Anyway, I contacted the guy I bought the calculator from and he said he has an extra printer he's going to send me! Hooray! If the one he sends me works, I'll still keep the defective one around for parts (motor, roller cams, etc.)
I also found out that one of the transistors on the sub-pcb is bad. Both of them are marked with a Motorola "M" and have the numbers 530393. One tests properly on the diode setting of my multimeter (ie ~ .7 V across the Collector-Base junction and Emitter-Base junction) but the other one (closest to the motor power wires) has an open Collector to Base junction.
I'd be happy to order more of these transistors and replace the bad one to see if it improves anything, but a Google search for "Motorola 530393 Transistor" turns up nothing useful
The three 14-pin ICs are numbered 1858-0044 and are also Motorola.
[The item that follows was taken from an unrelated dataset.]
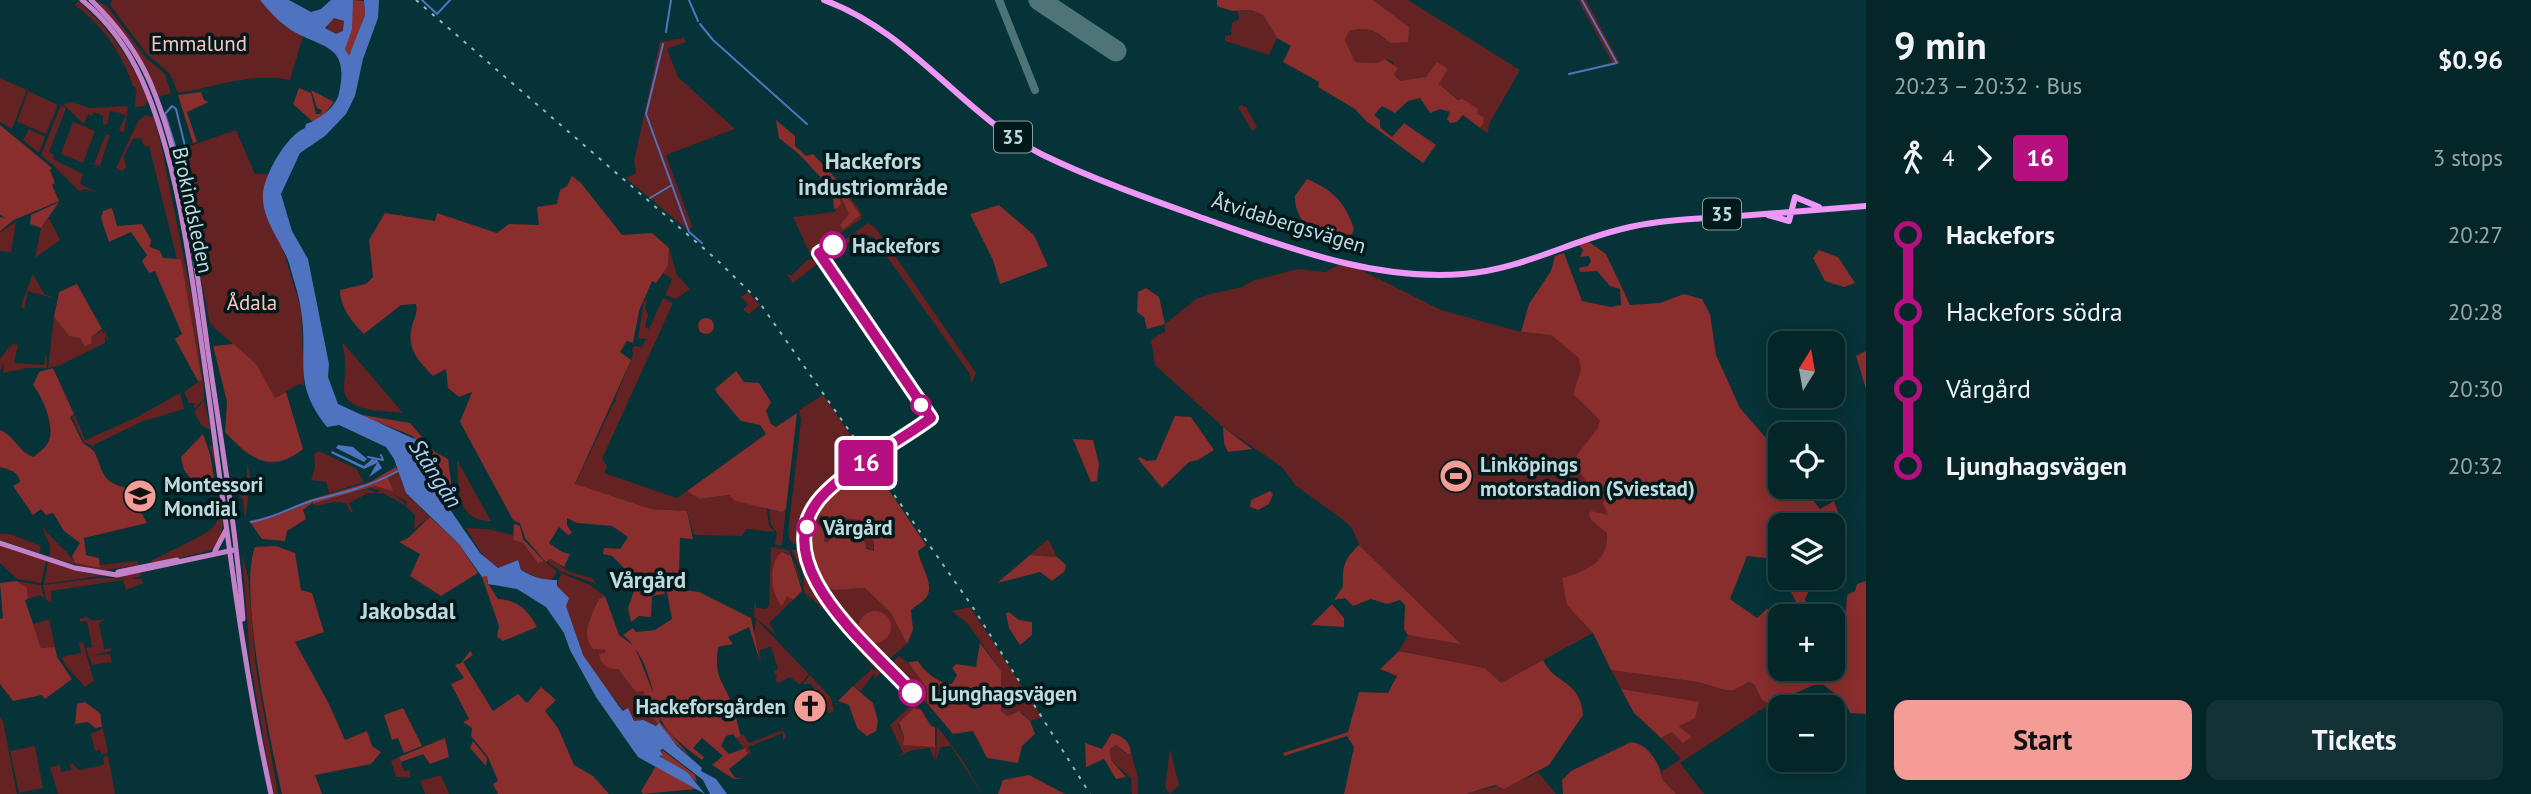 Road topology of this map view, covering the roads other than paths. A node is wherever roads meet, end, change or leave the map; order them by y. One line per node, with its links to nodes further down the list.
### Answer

A Google search for these DOES turn up something useful (ASAP Semiconductor may have these still).
Without a schematic or service manual, I have nothing to go on. I don't know what the ICs are or what they do.
I did, however, find a pretty neat HP digest (1976, I think) on the HP-97 and its printer. It states that if the machine ran out of paper, the printer would print right on the platen behind the paper. So, naturally, the platen can withstand the print head printing on it FOR72 HOURS! THAT'S SIX WHOLE DAYS!
HP really knew what they were doing back then.